Canadian provinces should enshrine patient rights in a charter with independent enforcement, according to an article in the Canadian Medical Association Journal releasing Monday.
Colleen Flood, Faculty of Law, University of Toronto, told the Toronto Star, patients who feel they have been treated unjustly for whatever reason shouldn’t have to hire a lawyer to have their grievances heard but rather have access to an independent adjudicator.
An independent, arm’s length ombudsman or commissioner, she said, is key to the success of a patient bill of rights.
“If people don’t trust that their complaints or concerns are really going to be looked at independently of providers — doctors or hospitals that they are complaining about or the government itself — then they are not going to trust the process,” said Flood, who co-authored the analysis with law school colleague Kathryn May.

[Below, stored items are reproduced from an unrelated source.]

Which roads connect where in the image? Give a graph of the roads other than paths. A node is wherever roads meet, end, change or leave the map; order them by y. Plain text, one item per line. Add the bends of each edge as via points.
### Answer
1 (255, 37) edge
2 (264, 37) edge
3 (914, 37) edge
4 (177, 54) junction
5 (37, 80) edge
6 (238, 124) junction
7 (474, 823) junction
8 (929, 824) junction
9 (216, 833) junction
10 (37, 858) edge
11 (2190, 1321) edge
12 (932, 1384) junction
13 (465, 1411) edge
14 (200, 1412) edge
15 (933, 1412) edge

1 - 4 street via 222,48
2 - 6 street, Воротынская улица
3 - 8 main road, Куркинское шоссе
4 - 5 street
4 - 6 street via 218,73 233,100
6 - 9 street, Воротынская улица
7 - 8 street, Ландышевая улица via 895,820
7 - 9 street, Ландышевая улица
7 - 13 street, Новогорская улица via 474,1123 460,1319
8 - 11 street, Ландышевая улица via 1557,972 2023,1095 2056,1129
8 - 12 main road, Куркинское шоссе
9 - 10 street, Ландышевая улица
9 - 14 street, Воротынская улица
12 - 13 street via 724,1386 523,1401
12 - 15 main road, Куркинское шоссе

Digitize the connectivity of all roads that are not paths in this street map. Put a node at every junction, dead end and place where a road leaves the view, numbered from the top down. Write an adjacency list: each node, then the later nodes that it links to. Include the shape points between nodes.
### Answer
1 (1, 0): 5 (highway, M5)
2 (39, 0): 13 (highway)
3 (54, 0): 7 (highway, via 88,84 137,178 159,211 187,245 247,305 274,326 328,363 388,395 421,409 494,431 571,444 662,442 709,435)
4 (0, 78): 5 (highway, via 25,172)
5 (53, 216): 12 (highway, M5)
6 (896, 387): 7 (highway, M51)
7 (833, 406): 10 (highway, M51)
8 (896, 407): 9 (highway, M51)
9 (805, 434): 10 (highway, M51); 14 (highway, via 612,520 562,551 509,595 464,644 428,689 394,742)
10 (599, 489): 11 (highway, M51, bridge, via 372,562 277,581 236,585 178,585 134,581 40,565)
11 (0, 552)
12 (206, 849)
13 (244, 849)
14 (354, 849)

She said while doctors and nurses fear increase litigation resulting from such a charter, the experience in other countries, such as New Zealand, shows that having one actually reduces the number of lawsuits involving medical staff.
“It will be a cheap, easy way to make a complaint other than having to get a lawyer. They can make a complaint online. And the ombudsman and his or her staff work to resolve it. Sometimes it’s just a question of getting an apology or getting them better facts. It doesn’t have to be a huge thing,” she said.
“We have good data from New Zealand that shows the number of formal disciplinary complaints against doctors has just declined precipitously.”
Flood said patients have rights that “exist but they are over the place in different pieces of legislation and common law” but a charter of rights would enshrine them all in one place and can be given prominence in hospitals and doctors’ offices.
The article points out that an independent health ombudsman can help initiate improvements in the system by issuing recommendations or reports on problems in the system, and that overseas experience suggests that despite having no formal powers to implement change, such recommendations can be a powerful force for change.
“A patient charter of rights should achieve greater clarity and awareness of the nature and extent of patients’ rights; if well-designed, it should also help drive improvements in the quality and timeliness of care, improve the overall accountability of members of the health care system and reduce costly litigation,” the authors conclude.
There is No Offence for which a doctor Permanently Loses Their Licence to Practice Medicine in Ontario.
As it currently stands in Ontario, when doctors are found guilty of sex abuse of a patient, there is a mandatory licence ban of five years as stipulated by the Regulated Heath Professions Act. There is no offence for which there is a permanent licence ban — though in at least one case the College denied reinstatement and recommended a permanent revocation of the licence. Fourteen (14) doctors in Ontario have had their licence revoked since 2007.
Apparently the medical profession should by lobbying the Ontario Provincial government to amend the Regulated Heath Professions Act to include the ability of the College of Physicians and Surgeons of Ontario, which is self-regulated, to permanently revoke doctor’s licences to ensure they cannot continue to abuse patients in the future. They don’t do this now and only impose five year bans and at the end of the ban, these doctor’s later apply to have their licences reinstated and most are successful in this endeavour.
In cases where doctors do get their licences back (information on their prior offences can be found through a search on the College website), the panel can impose restrictions, including unscheduled checks, posting of information in the doctor’s office, allowing practice only in a team setting, or only treating male patients over the age of 18.
Some critics believe physicians found guilty of sex abuse should not be allowed to practise again.
“Doctors do not have the right to earn their living by being doctors . . . they have a privilege,” says lawyer Marilou McPhedran, a long-time critic of the disciplinary committee process.
Now dean of the Global College at the University of Winnipeg, McPhedran chaired the College of Physician’s groundbreaking task force that recommended zero tolerance principles for sex abuse in 1991; she also led a review of the implementation of the law 10 years later.
As of 2009, McPhedran says her research continued to conclude that doctors who had their licences revoked for sexual abuse should not be allowed to be reinstated.
The latter was a condition for Dr. David Stuart Lambert, a Toronto GP who had his licence revoked in 2002 for sexual abuse of patients.
He was reinstated in 2009. But when the college sent two private investigators masquerading as female patients to check up on him, Lambert sexually abused one of them, touching her breast.
He lost his licence again last year — making him the first doctor in Ontario to have his licence revoked twice.
It’s a case that adds to McPhedran’s longtime critique of the self-regulation of professions.
“The [college] and other regulatory bodies have an inclination to see the situation from the doctors’ perspective much more easily,” she said.
But from the health professional’s point of view “the members of a college are typically much harsher on their members than would be the police or another government agency,” said Rosen. He says this extends to reinstatements as well.
According to the College, there have been eight reinstatement applications since 2004. Five were granted and three were denied.
At a reinstatement hearing, the College’s counsel and the doctor’s lawyer can offer up witnesses, character references (from colleagues, friends and former patients) and experts to argue their case.
Previous testimony and evidence from any criminal or civil trials are also included.
Witnesses can include psychiatrists, neurologists and clinicians responsible for treating the doctor, as well as independent experts who have conducted risk assessments.